I want to use the uplink as an agent to register some local IoT services, and if possible, determine what agents are live / dead. This involves a semi-autonomous agent which connects and is assigned an identity in the app.
I don’t see anything in the docs about enumerating connected agents, nor obvious ways to create callbacks for agent functions. Before I go traipsing about the API-side like Saruman though Fangorn, is there packaged behavior for this purpose?
Round-0 is using the server uplink. If this works, i will probably keep it permanently since it gives me some nice features.
So, when your uplink service starts, generate a random name for your function and use that in your decorator. Then make sure the first thing your function does is to call a server function with that name as a parameter which adds that name to a table.
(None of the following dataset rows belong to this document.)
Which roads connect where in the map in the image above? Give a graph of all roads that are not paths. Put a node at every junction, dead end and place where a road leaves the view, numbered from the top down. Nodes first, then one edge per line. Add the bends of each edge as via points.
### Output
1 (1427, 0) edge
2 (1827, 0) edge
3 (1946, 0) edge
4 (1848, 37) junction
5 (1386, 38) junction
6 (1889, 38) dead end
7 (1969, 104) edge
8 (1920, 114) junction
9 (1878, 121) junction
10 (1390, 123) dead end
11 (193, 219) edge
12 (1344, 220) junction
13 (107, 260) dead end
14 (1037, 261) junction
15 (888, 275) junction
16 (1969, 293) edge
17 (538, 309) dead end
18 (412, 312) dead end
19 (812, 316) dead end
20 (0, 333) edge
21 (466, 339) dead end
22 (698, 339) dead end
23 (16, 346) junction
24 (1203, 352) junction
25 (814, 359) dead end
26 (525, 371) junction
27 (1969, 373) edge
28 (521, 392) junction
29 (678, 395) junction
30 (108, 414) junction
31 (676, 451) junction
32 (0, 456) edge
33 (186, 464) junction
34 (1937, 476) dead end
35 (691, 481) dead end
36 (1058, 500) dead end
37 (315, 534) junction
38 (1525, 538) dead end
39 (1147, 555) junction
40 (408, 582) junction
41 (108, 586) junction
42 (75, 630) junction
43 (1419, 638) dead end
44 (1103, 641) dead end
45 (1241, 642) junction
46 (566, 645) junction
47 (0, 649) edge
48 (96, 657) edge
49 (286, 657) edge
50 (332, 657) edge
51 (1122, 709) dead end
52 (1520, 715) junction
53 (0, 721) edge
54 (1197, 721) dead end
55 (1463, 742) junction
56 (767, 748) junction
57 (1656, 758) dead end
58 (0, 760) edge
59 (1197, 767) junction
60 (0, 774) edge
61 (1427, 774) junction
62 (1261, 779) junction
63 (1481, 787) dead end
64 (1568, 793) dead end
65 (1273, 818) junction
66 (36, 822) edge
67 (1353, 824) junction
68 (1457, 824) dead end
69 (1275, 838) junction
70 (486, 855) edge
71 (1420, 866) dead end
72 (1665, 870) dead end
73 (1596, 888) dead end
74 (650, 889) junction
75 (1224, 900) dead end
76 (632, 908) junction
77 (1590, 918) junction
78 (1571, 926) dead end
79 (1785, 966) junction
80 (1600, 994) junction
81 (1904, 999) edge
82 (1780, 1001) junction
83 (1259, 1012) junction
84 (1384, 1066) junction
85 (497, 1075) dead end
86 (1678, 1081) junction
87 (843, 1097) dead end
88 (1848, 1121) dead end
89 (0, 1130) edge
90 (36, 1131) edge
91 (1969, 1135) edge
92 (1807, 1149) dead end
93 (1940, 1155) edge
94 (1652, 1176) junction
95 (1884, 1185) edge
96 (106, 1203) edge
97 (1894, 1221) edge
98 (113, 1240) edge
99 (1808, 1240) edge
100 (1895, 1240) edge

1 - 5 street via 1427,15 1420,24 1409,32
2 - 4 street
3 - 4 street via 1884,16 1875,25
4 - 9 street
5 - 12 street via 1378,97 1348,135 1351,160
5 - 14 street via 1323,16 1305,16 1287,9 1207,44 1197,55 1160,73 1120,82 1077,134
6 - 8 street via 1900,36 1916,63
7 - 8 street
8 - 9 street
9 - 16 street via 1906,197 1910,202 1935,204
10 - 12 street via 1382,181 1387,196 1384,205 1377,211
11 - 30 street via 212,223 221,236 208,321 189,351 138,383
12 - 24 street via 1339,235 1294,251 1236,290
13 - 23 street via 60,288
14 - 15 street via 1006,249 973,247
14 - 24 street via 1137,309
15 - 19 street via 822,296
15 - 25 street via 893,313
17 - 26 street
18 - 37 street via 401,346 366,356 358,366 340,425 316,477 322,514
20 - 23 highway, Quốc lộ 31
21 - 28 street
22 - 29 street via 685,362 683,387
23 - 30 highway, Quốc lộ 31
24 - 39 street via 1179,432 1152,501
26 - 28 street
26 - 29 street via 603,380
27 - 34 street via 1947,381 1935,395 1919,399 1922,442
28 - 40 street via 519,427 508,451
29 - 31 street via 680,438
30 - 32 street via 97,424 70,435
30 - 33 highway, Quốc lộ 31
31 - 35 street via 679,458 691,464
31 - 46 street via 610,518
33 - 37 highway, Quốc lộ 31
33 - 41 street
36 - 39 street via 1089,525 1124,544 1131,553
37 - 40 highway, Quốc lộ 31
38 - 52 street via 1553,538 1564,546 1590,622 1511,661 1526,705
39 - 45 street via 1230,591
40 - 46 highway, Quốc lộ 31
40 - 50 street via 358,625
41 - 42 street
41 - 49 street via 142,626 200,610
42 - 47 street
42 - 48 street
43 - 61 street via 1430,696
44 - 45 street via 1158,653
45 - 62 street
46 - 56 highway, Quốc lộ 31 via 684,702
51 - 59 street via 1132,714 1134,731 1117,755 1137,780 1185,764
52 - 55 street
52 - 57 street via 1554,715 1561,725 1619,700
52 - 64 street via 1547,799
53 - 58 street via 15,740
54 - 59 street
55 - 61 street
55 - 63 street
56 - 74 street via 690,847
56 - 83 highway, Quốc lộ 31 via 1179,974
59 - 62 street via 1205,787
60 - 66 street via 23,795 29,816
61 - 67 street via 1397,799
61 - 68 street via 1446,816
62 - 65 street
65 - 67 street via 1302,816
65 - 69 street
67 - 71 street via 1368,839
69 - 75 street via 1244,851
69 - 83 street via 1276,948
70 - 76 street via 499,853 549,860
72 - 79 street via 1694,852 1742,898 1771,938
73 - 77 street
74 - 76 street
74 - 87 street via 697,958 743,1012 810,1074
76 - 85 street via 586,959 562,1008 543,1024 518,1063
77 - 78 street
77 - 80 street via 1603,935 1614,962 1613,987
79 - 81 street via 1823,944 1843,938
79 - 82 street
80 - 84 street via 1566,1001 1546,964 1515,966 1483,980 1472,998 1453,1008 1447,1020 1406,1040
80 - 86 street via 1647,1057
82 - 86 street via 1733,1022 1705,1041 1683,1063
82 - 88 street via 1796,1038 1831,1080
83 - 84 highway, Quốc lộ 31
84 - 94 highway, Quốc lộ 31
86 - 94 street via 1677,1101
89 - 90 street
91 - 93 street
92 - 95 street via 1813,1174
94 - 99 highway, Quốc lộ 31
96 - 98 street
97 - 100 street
In that table you then have an enumerable list of attached uplink functions.
You can’t tell (as far as I know) when an uplink function goes away, so what I do is wrap all calls to those functions in a try...except block, and delete the table row if it fails.
My next step was to investigate the decorator and look for this sort of mechanism. I am fine with polling agents with try/except. You have given me a good answer for the most significant question.
Ooo, I don’t know how register works under the hood. I would check with Anvil Central (@meredydd, @daviesian, @shaun or @bridget) if that’s recommended or not.
I can’t find anything in the docs about it, which makes me think you can’t rely on it?
I read the source. It’s pretty straight forward. I was looking for an official way, but there is none. If you look, this is what the decorator essentially does in any case.
Please don’t use that function; it’s internal and likely to go away at some point! You can accomplish the same thing using anvil.server.callable as a function:
anvil.server.callable("my_func_name")(my_func)
(This is actually what Python’s @ decorator syntax does under the hood!)